● TASK DETAILS: Copy all lines holding the word "Молодіжний" from the entries.

● RECORDS SUPPLIED:

※

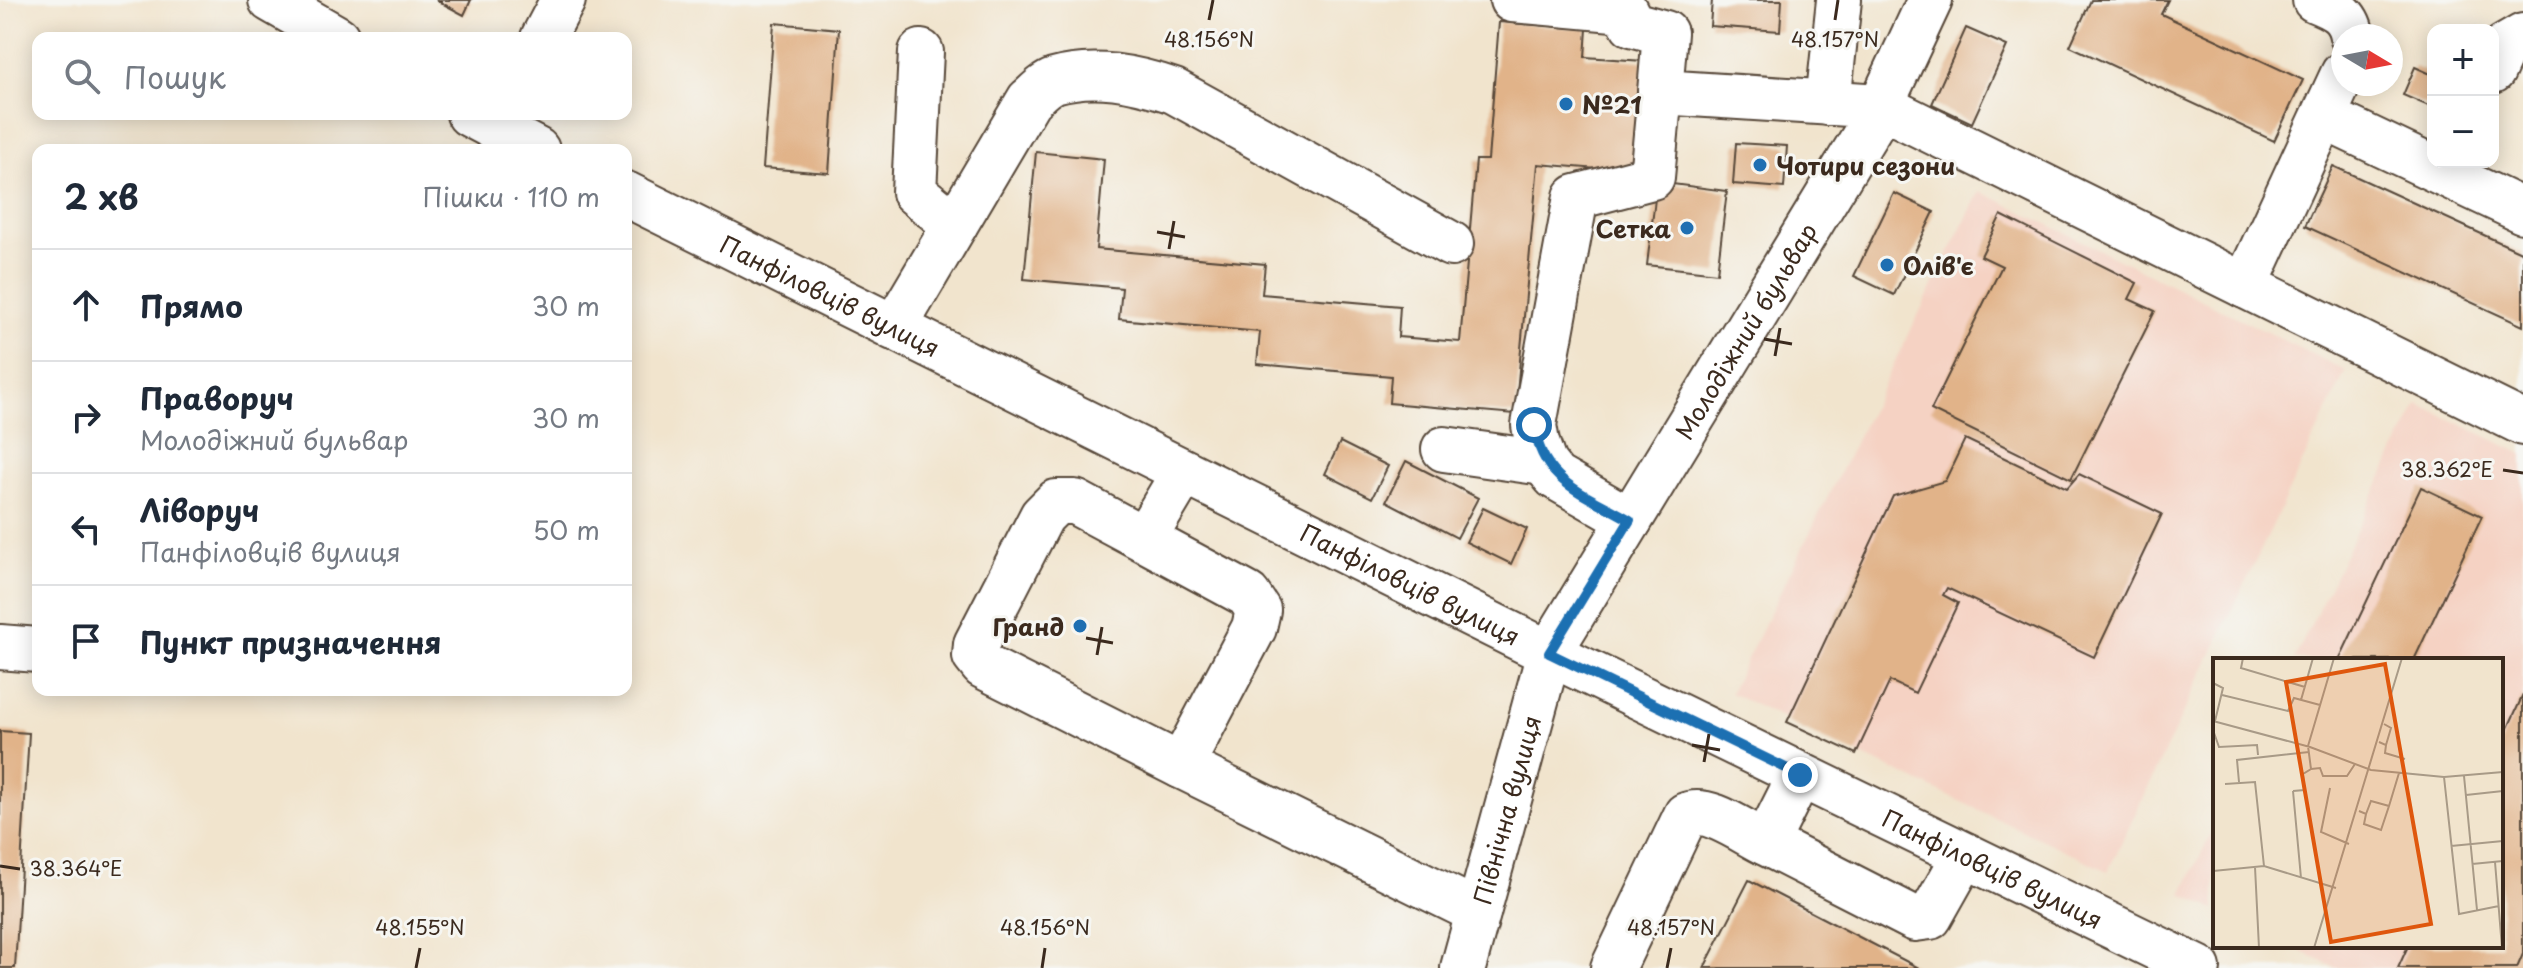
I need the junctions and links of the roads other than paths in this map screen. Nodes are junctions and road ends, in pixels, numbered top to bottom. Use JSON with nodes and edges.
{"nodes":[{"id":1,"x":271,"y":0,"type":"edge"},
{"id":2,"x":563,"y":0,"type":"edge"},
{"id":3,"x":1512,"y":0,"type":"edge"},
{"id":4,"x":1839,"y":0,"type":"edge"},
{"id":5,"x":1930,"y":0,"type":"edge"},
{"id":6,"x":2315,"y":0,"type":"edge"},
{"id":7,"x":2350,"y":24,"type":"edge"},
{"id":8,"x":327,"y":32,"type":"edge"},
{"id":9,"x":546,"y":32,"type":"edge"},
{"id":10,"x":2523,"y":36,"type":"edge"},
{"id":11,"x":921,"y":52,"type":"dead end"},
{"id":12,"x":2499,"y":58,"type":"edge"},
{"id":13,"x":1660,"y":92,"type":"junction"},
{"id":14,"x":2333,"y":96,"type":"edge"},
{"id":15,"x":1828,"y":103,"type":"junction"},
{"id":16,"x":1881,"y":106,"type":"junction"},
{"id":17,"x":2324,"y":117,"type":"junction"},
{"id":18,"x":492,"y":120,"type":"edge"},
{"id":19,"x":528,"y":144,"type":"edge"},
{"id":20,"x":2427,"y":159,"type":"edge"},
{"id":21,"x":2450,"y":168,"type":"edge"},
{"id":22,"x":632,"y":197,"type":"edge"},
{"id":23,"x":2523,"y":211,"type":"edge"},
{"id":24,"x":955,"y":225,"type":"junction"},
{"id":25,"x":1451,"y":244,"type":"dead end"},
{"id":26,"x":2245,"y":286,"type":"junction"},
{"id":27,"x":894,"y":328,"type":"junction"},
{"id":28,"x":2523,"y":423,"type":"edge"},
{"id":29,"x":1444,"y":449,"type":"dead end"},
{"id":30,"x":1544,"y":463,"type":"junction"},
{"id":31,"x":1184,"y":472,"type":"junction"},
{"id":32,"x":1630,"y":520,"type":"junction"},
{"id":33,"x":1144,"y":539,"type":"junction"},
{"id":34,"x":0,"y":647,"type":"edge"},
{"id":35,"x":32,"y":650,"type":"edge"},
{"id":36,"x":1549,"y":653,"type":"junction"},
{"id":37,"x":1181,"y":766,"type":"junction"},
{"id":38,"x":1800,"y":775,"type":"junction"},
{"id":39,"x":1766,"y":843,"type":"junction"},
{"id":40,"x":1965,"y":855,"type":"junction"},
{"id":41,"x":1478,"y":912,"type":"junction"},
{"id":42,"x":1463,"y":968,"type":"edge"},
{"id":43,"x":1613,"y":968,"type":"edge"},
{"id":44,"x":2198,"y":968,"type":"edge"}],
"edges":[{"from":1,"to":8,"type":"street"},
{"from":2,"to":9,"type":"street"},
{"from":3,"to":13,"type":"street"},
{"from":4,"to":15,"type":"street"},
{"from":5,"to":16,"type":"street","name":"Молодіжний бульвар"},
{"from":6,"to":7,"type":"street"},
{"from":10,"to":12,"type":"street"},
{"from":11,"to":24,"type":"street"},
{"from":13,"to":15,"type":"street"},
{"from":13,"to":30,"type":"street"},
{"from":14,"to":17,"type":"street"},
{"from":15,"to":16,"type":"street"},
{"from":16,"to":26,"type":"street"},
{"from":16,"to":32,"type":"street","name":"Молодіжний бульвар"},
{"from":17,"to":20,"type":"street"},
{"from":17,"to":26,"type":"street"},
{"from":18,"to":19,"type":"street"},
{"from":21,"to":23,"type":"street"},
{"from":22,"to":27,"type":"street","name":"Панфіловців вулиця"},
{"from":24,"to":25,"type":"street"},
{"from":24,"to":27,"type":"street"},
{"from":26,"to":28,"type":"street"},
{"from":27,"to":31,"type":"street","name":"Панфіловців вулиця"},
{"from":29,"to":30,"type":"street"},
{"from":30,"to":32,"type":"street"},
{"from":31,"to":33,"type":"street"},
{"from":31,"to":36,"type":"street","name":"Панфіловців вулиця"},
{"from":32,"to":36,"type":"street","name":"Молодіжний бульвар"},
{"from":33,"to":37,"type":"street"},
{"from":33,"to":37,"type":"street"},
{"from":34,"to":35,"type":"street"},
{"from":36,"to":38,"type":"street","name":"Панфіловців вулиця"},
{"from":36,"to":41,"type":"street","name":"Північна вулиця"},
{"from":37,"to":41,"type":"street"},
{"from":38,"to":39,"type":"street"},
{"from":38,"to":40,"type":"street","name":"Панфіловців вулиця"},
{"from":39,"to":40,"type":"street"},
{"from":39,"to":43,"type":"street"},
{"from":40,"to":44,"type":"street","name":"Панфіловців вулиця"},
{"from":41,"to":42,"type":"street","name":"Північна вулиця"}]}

※

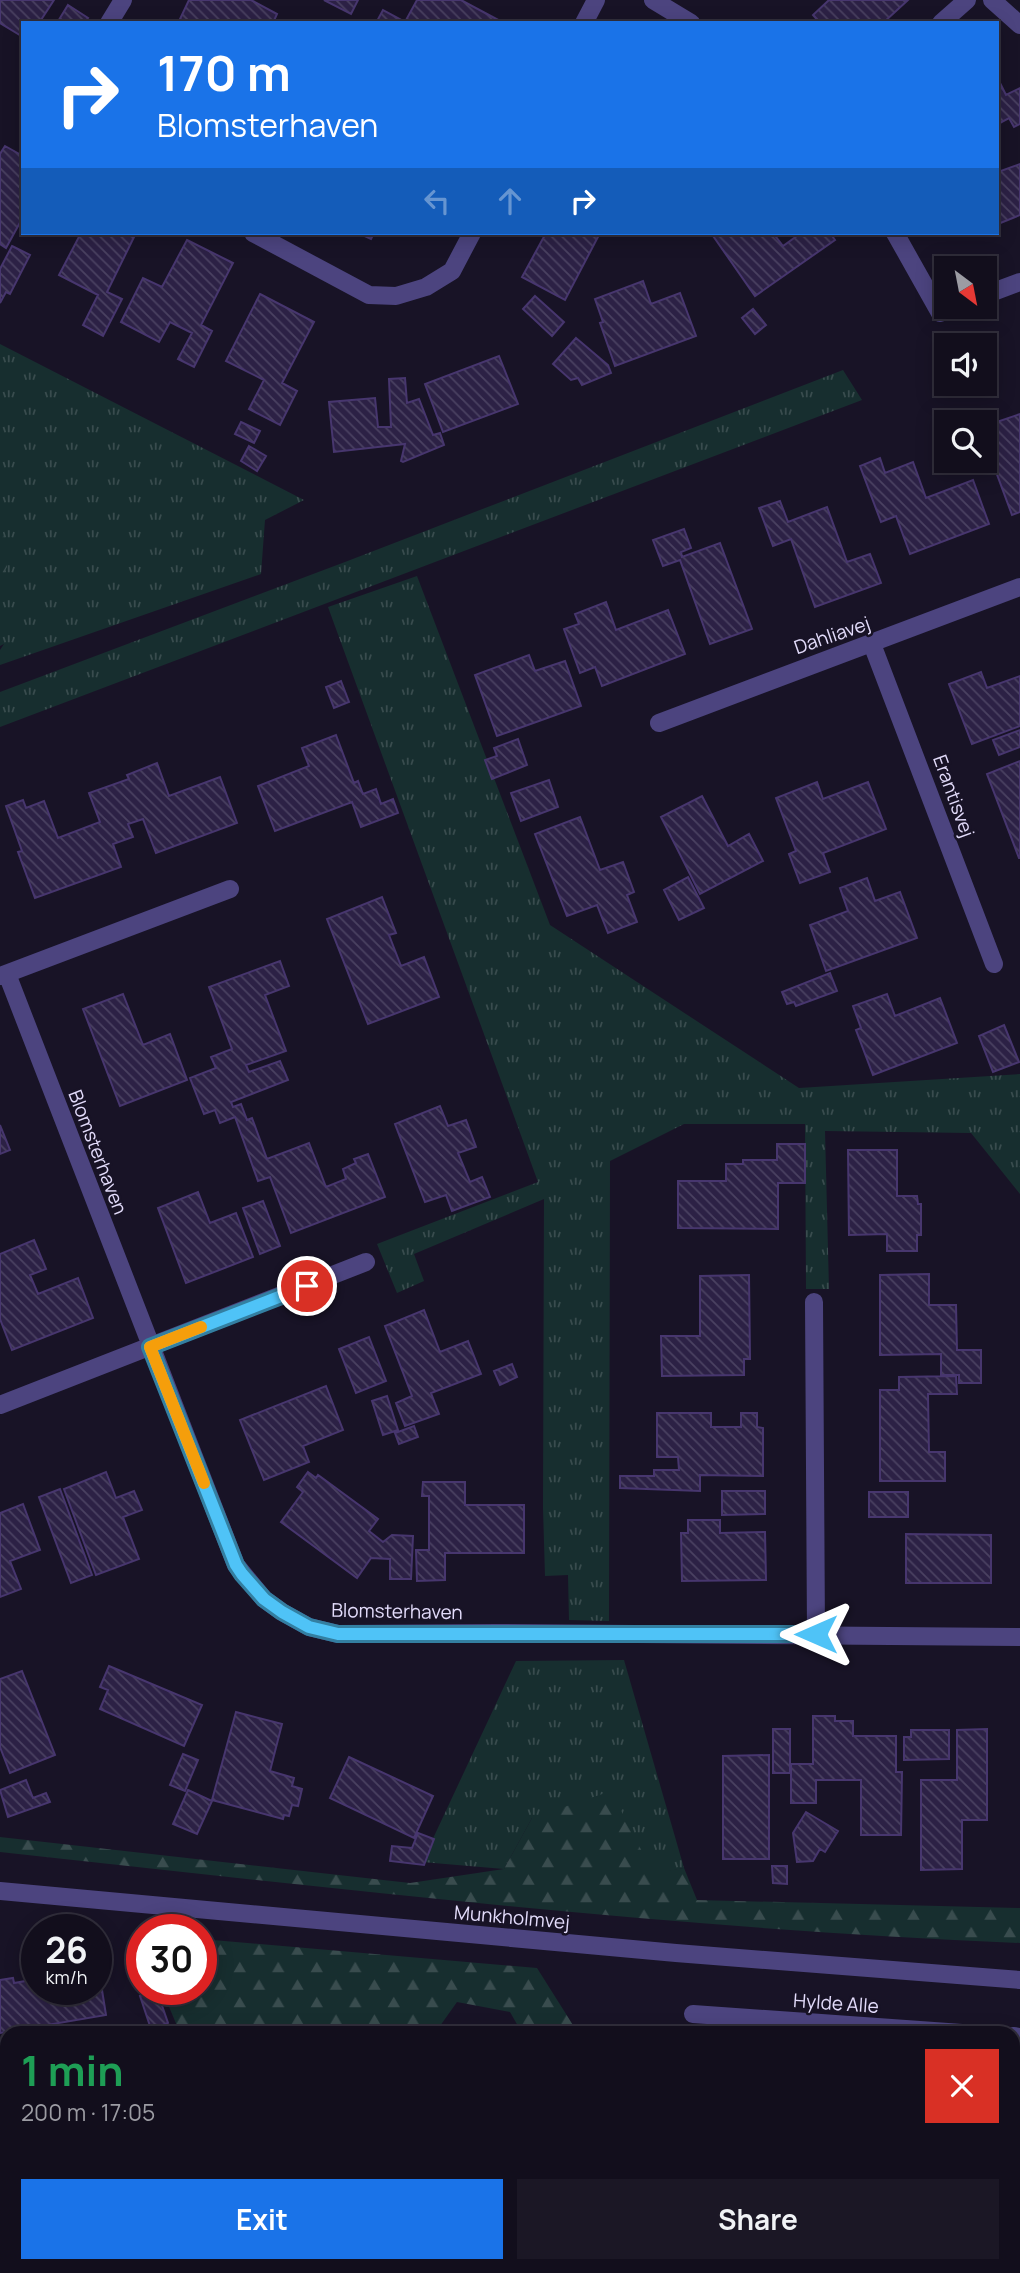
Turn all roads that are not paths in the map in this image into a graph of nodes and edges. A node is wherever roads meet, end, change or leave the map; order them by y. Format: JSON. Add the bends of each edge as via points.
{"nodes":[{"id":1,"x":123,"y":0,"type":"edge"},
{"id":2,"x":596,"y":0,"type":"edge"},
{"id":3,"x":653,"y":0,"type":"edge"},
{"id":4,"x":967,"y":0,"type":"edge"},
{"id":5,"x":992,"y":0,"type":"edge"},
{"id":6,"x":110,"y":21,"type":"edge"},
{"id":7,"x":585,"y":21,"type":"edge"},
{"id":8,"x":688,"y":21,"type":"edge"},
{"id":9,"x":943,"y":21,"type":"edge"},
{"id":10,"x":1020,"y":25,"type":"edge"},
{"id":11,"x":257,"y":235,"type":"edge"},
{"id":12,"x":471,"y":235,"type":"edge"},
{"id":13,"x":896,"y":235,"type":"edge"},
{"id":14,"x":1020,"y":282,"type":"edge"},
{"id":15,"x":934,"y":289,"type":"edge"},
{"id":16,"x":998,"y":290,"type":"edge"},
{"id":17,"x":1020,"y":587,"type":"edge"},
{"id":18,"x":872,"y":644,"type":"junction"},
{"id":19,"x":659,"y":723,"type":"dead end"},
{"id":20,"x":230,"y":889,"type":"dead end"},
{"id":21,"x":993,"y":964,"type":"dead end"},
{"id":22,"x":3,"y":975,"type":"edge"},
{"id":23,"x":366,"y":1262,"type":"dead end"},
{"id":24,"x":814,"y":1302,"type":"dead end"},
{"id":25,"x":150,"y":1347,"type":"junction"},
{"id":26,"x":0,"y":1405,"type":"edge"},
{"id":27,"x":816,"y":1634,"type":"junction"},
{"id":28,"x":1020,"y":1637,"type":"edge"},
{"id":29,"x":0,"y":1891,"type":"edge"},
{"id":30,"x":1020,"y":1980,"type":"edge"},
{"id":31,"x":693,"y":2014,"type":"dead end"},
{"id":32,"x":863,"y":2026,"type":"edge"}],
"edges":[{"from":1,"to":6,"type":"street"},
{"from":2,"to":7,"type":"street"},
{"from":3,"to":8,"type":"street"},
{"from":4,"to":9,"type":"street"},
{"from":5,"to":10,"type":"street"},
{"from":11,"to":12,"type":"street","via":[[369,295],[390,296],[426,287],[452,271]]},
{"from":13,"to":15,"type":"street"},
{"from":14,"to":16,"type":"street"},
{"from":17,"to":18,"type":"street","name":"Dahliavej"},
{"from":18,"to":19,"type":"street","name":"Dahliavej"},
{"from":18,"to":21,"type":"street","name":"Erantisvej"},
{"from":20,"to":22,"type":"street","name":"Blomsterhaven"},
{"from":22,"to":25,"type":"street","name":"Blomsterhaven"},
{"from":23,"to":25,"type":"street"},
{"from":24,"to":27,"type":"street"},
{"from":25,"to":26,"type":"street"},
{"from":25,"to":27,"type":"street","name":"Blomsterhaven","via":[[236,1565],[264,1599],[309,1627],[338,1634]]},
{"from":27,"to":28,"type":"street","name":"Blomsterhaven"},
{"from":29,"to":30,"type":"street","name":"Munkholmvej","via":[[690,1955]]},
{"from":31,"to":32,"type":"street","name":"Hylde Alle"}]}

※

● OUTPUT FOR THIS TASK:
{"from":5,"to":16,"type":"street","name":"Молодіжний бульвар"},
{"from":16,"to":32,"type":"street","name":"Молодіжний бульвар"},
{"from":32,"to":36,"type":"street","name":"Молодіжний бульвар"},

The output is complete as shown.